Second, NNMT inhibition preserves the SAM/SAH ratio. SAM is the universal methyl donor for over 200 cellular methyltransferase reactions including DNA methylation (DNMT1, DNMT3a/b), histone methylation (EZH2, G9a, PRMT5), and RNA methylation. SAH — the product generated when NNMT consumes SAM — is a potent product inhibitor of all SAM-dependent methyltransferases. By blocking NNMT, 5-Amino-1MQ prevents SAH accumulation and maintains methyltransferase activity throughout the cell, with potential epigenetic consequences including maintained histone methylation marks and DNA methylation patterns.

5-Amino-1MQ was characterised as a selective NNMT inhibitor by Neelakantan et al. (Biochemical Pharmacology, 2018).
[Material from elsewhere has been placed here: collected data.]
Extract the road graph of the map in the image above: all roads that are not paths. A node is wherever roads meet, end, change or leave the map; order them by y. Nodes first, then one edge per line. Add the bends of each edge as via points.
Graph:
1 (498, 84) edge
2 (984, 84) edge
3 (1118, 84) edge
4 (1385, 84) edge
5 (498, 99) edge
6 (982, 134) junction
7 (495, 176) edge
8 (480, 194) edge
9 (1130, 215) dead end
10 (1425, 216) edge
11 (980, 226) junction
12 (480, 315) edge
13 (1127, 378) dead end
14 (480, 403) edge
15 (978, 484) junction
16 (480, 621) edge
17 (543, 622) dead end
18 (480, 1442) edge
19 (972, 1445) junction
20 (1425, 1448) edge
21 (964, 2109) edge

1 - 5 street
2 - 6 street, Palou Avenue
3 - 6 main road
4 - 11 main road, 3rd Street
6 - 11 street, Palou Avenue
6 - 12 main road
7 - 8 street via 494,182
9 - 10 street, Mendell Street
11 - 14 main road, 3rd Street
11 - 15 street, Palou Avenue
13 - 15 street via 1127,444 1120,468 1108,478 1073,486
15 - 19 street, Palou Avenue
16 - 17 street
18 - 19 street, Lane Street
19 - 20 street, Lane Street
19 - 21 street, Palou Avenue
The compound's membrane permeability (enabled by its lipophilic quinolinium core) allows cell entry without transporters, and its selectivity for NNMT over related methyltransferases has been assessed in published competition assays. Target engagement is confirmed by measuring 1-MNA production in conditioned medium or cell lysates by LC-MS/MS — a direct, quantitative readout of NNMT activity in treated versus untreated cells.

In 3T3-L1 adipocyte research models, the most commonly used system for NNMT biology, 5-Amino-1MQ treatment at 1-100 microM produces measurable changes in lipid droplet content, adipogenic gene expression (PPAR-gamma, FABP4, adiponectin), oxygen consumption rate (measured by Seahorse XF analysis), and the NAD+/NADH ratio. Controls should include NNMT siRNA knockdown (to confirm effects are NNMT-dependent) and NMN or NR supplementation (to compare NNMT inhibition-driven NAD+ elevation with direct NAD+ precursor approaches).
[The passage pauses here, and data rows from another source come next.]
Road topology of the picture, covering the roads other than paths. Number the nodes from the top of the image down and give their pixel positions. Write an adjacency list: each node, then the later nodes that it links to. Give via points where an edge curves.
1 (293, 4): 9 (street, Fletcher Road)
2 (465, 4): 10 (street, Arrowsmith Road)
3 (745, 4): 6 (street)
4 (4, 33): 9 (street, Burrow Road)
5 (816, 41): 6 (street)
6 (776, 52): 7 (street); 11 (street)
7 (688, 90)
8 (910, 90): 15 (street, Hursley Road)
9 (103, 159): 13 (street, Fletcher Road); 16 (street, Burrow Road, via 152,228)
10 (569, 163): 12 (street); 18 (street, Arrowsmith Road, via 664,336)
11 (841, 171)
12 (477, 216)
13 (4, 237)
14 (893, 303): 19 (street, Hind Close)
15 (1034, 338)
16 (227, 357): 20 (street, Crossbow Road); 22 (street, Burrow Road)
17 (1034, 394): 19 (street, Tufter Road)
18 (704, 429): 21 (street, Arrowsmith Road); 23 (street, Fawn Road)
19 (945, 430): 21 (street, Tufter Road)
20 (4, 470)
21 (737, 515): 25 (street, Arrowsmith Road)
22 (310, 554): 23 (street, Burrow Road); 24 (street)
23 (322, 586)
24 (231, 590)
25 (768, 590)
The epigenetic research dimension of 5-Amino-1MQ is examined using ChIP-seq for H3K4me3 (active transcription mark) and H3K27me3 (silencing mark), and bisulphite sequencing of CpG methylation sites in genomic regions affected by NNMT overexpression. Research connecting NNMT to insulin resistance uses phospho-Akt (Ser473) and phospho-IRS-1 (Tyr612) as readouts of insulin signalling fidelity in adipocyte and hepatocyte models.

5-Amino-1MQ also serves as a complementary research tool alongside NAD+ (direct supplementation), NMN (salvage pathway substrate), and SLU-PP-322 (ERR agonist for mitochondrial biogenesis) in studies examining the NAD+-sirtuin-mitochondria axis. The NNMT-NAMPT competition for nicotinamide creates a pharmacological node where 5-Amino-1MQ and direct NAD+ precursors can be compared for their relative contributions to NAD+ pool expansion.
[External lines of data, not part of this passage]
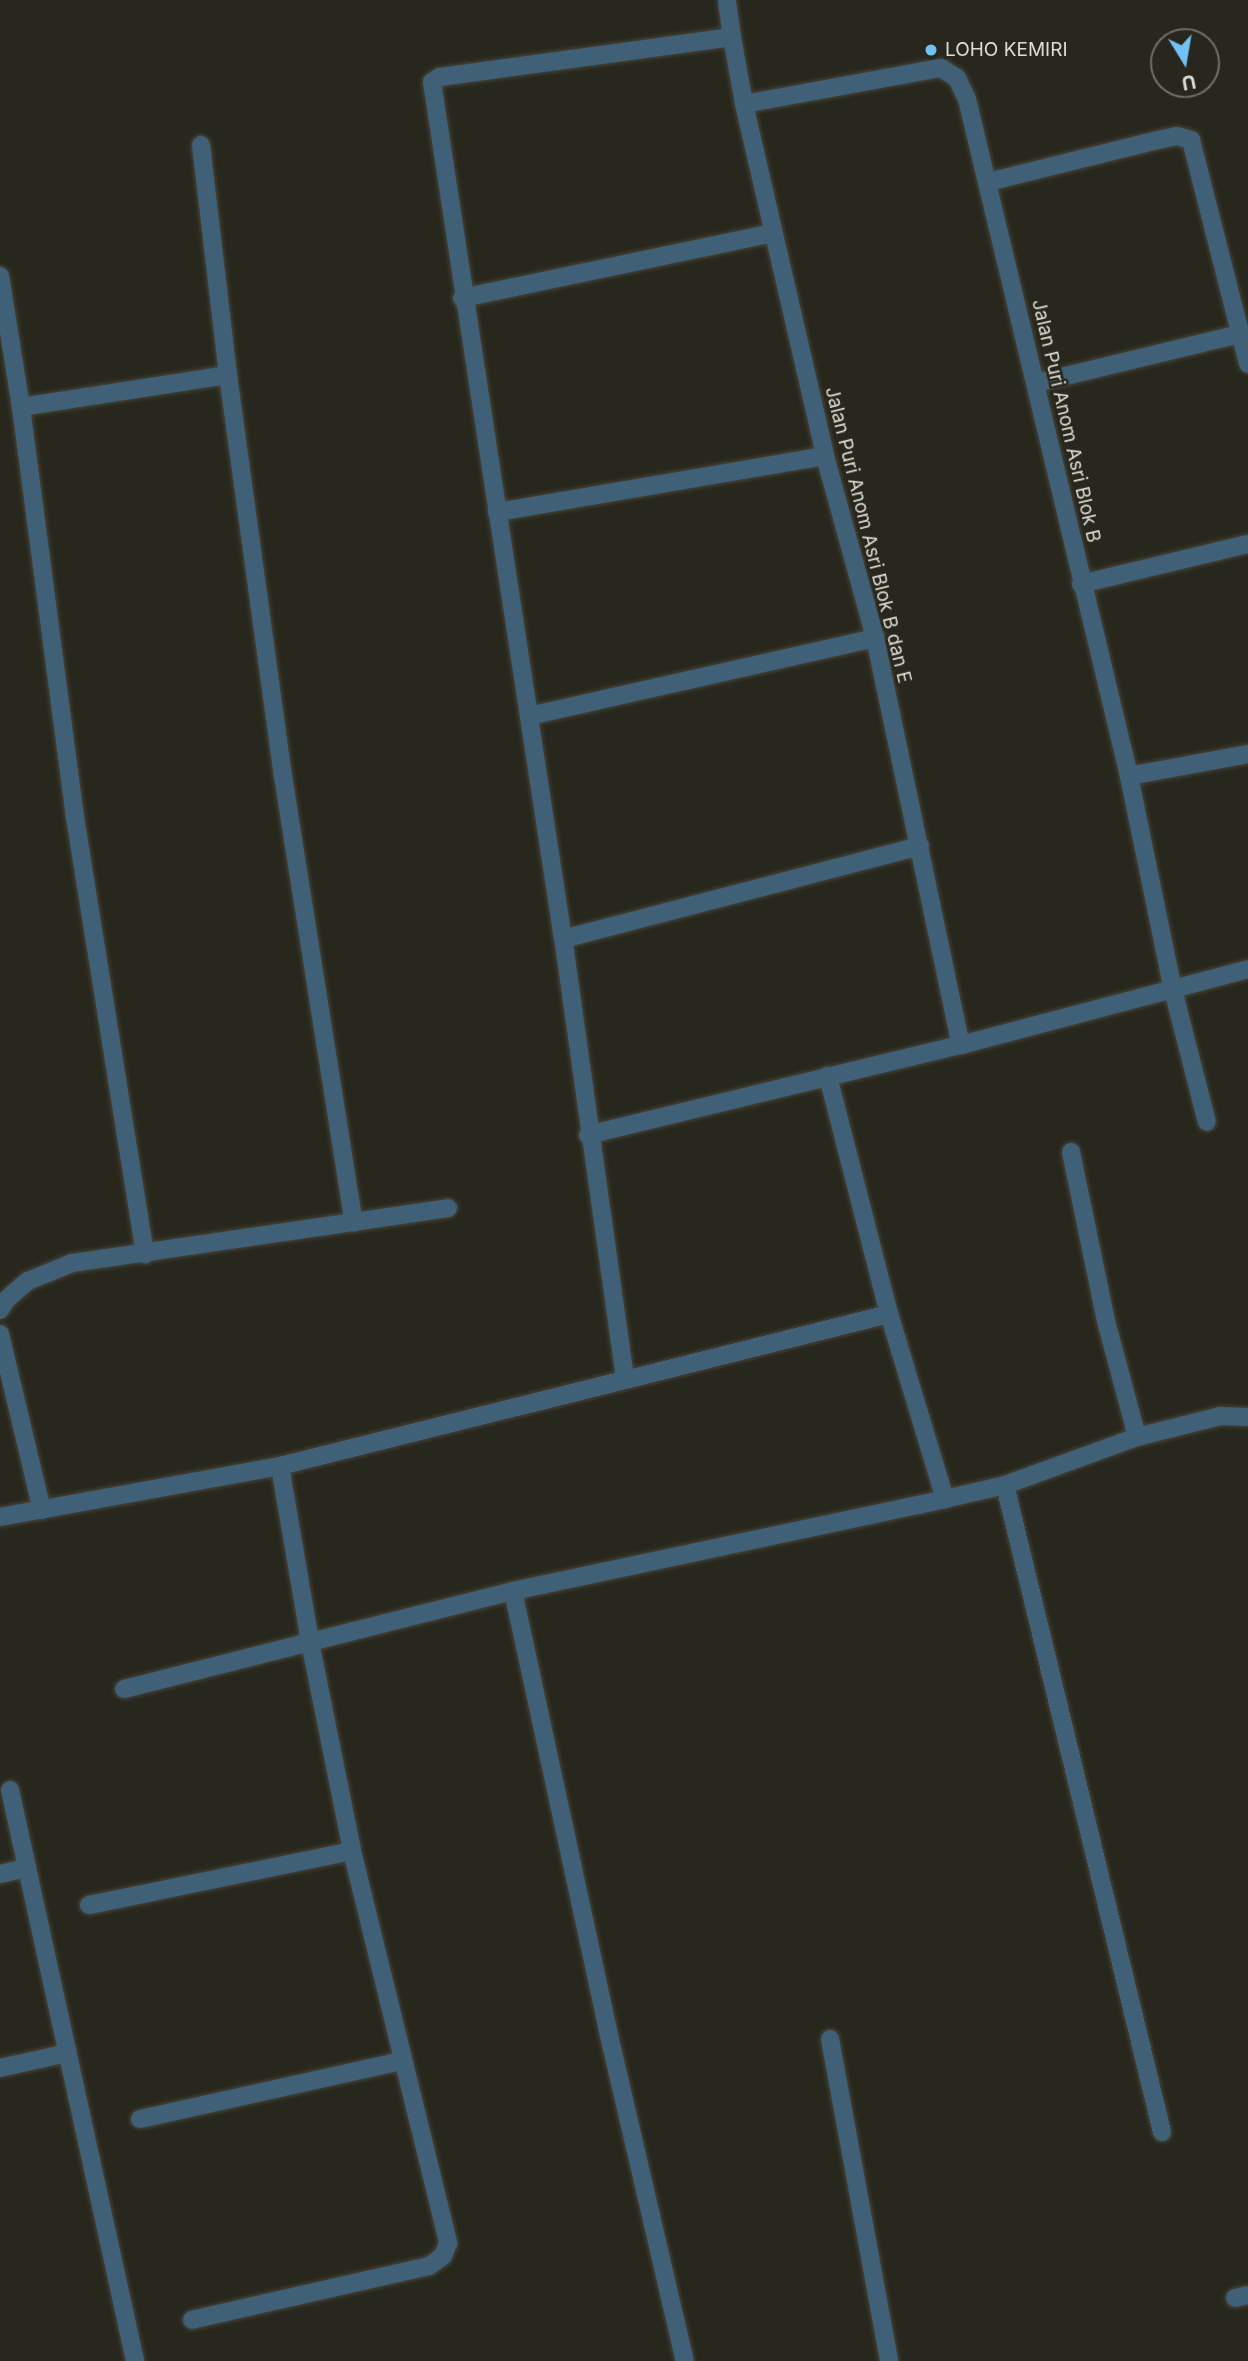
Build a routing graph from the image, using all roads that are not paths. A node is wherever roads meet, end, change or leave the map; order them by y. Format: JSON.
{"nodes":[{"id":1,"x":727,"y":0,"type":"edge"},
{"id":2,"x":732,"y":37,"type":"junction"},
{"id":3,"x":744,"y":104,"type":"junction"},
{"id":4,"x":201,"y":145,"type":"dead end"},
{"id":5,"x":988,"y":182,"type":"junction"},
{"id":6,"x":773,"y":233,"type":"junction"},
{"id":7,"x":0,"y":276,"type":"edge"},
{"id":8,"x":462,"y":298,"type":"junction"},
{"id":9,"x":1240,"y":334,"type":"junction"},
{"id":10,"x":1248,"y":364,"type":"edge"},
{"id":11,"x":228,"y":375,"type":"junction"},
{"id":12,"x":1037,"y":383,"type":"junction"},
{"id":13,"x":21,"y":407,"type":"junction"},
{"id":14,"x":825,"y":456,"type":"junction"},
{"id":15,"x":497,"y":512,"type":"junction"},
{"id":16,"x":1248,"y":544,"type":"edge"},
{"id":17,"x":1081,"y":584,"type":"junction"},
{"id":18,"x":875,"y":638,"type":"junction"},
{"id":19,"x":529,"y":716,"type":"junction"},
{"id":20,"x":1248,"y":754,"type":"edge"},
{"id":21,"x":1129,"y":776,"type":"junction"},
{"id":22,"x":920,"y":846,"type":"junction"},
{"id":23,"x":562,"y":939,"type":"junction"},
{"id":24,"x":1248,"y":969,"type":"edge"},
{"id":25,"x":1172,"y":990,"type":"junction"},
{"id":26,"x":961,"y":1045,"type":"junction"},
{"id":27,"x":828,"y":1076,"type":"junction"},
{"id":28,"x":1207,"y":1122,"type":"dead end"},
{"id":29,"x":589,"y":1135,"type":"junction"},
{"id":30,"x":1072,"y":1152,"type":"dead end"},
{"id":31,"x":448,"y":1208,"type":"dead end"},
{"id":32,"x":354,"y":1222,"type":"junction"},
{"id":33,"x":145,"y":1254,"type":"junction"},
{"id":34,"x":0,"y":1310,"type":"edge"},
{"id":35,"x":888,"y":1314,"type":"junction"},
{"id":36,"x":0,"y":1334,"type":"edge"},
{"id":37,"x":625,"y":1378,"type":"junction"},
{"id":38,"x":1248,"y":1417,"type":"edge"},
{"id":39,"x":1137,"y":1437,"type":"junction"},
{"id":40,"x":280,"y":1466,"type":"junction"},
{"id":41,"x":1005,"y":1485,"type":"junction"},
{"id":42,"x":946,"y":1499,"type":"junction"},
{"id":43,"x":42,"y":1510,"type":"junction"},
{"id":44,"x":0,"y":1517,"type":"edge"},
{"id":45,"x":513,"y":1591,"type":"junction"},
{"id":46,"x":310,"y":1642,"type":"junction"},
{"id":47,"x":124,"y":1689,"type":"dead end"},
{"id":48,"x":10,"y":1790,"type":"dead end"},
{"id":49,"x":352,"y":1851,"type":"junction"},
{"id":50,"x":27,"y":1868,"type":"junction"},
{"id":51,"x":0,"y":1874,"type":"edge"},
{"id":52,"x":89,"y":1905,"type":"dead end"},
{"id":53,"x":830,"y":2039,"type":"dead end"},
{"id":54,"x":67,"y":2053,"type":"junction"},
{"id":55,"x":402,"y":2061,"type":"junction"},
{"id":56,"x":0,"y":2068,"type":"edge"},
{"id":57,"x":140,"y":2119,"type":"dead end"},
{"id":58,"x":1162,"y":2132,"type":"dead end"},
{"id":59,"x":192,"y":2320,"type":"dead end"},
{"id":60,"x":135,"y":2361,"type":"edge"},
{"id":61,"x":685,"y":2361,"type":"edge"},
{"id":62,"x":890,"y":2361,"type":"edge"}],
"edges":[{"from":1,"to":2,"type":"street","name":"Jalan Puri Anom Asri Blok B dan E"},
{"from":2,"to":3,"type":"street","name":"Jalan Puri Anom Asri Blok B dan E"},
{"from":2,"to":8,"type":"street"},
{"from":3,"to":5,"type":"street","name":"Jalan Puri Anom Asri Blok B"},
{"from":3,"to":6,"type":"street","name":"Jalan Puri Anom Asri Blok B dan E"},
{"from":4,"to":11,"type":"street"},
{"from":5,"to":9,"type":"street"},
{"from":5,"to":12,"type":"street","name":"Jalan Puri Anom Asri Blok B"},
{"from":6,"to":8,"type":"street"},
{"from":6,"to":14,"type":"street","name":"Jalan Puri Anom Asri Blok B dan E"},
{"from":7,"to":13,"type":"street"},
{"from":8,"to":15,"type":"street"},
{"from":9,"to":10,"type":"street"},
{"from":9,"to":12,"type":"street"},
{"from":11,"to":13,"type":"street"},
{"from":11,"to":32,"type":"street"},
{"from":12,"to":17,"type":"street","name":"Jalan Puri Anom Asri Blok B"},
{"from":13,"to":33,"type":"street"},
{"from":14,"to":15,"type":"street"},
{"from":14,"to":18,"type":"street","name":"Jalan Puri Anom Asri Blok B dan E"},
{"from":15,"to":19,"type":"street"},
{"from":16,"to":17,"type":"street"},
{"from":17,"to":21,"type":"street","name":"Jalan Puri Anom Asri Blok B"},
{"from":18,"to":19,"type":"street"},
{"from":18,"to":22,"type":"street","name":"Jalan Puri Anom Asri Blok B dan E"},
{"from":19,"to":23,"type":"street"},
{"from":20,"to":21,"type":"street"},
{"from":21,"to":25,"type":"street","name":"Jalan Puri Anom Asri Blok B"},
{"from":22,"to":23,"type":"street"},
{"from":22,"to":26,"type":"street","name":"Jalan Puri Anom Asri Blok B dan E"},
{"from":23,"to":29,"type":"street"},
{"from":24,"to":25,"type":"street"},
{"from":25,"to":26,"type":"street"},
{"from":25,"to":28,"type":"street","name":"Jalan Puri Anom Asri Blok B"},
{"from":26,"to":27,"type":"street"},
{"from":27,"to":29,"type":"street"},
{"from":27,"to":35,"type":"street"},
{"from":29,"to":37,"type":"street"},
{"from":30,"to":39,"type":"street"},
{"from":31,"to":32,"type":"street"},
{"from":32,"to":33,"type":"street"},
{"from":33,"to":34,"type":"street"},
{"from":35,"to":37,"type":"street"},
{"from":35,"to":42,"type":"street"},
{"from":36,"to":43,"type":"street"},
{"from":37,"to":40,"type":"street"},
{"from":38,"to":39,"type":"street"},
{"from":39,"to":41,"type":"street"},
{"from":40,"to":43,"type":"street"},
{"from":40,"to":46,"type":"street"},
{"from":41,"to":42,"type":"street"},
{"from":41,"to":58,"type":"street"},
{"from":42,"to":45,"type":"street"},
{"from":43,"to":44,"type":"street"},
{"from":45,"to":46,"type":"street"},
{"from":45,"to":61,"type":"street"},
{"from":46,"to":47,"type":"street"},
{"from":46,"to":49,"type":"street"},
{"from":48,"to":50,"type":"street"},
{"from":49,"to":52,"type":"street"},
{"from":49,"to":55,"type":"street"},
{"from":50,"to":51,"type":"street"},
{"from":50,"to":54,"type":"street"},
{"from":53,"to":62,"type":"street"},
{"from":54,"to":56,"type":"street"},
{"from":54,"to":60,"type":"street"},
{"from":55,"to":57,"type":"street"},
{"from":55,"to":59,"type":"street"}]}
Molecular formula: C10H10N2. MW: 174.20 g/mol. CAS: 36993-88-1. Appearance: yellow to orange powder reflecting quinolinium chromophore absorption. Supplied at greater than or equal to 98% purity by HPLC. Reconstitute in DMSO at 100mM stock, dilute in aqueous media to working concentrations. Store at -20°C, protected from light. For laboratory and analytical research purposes only.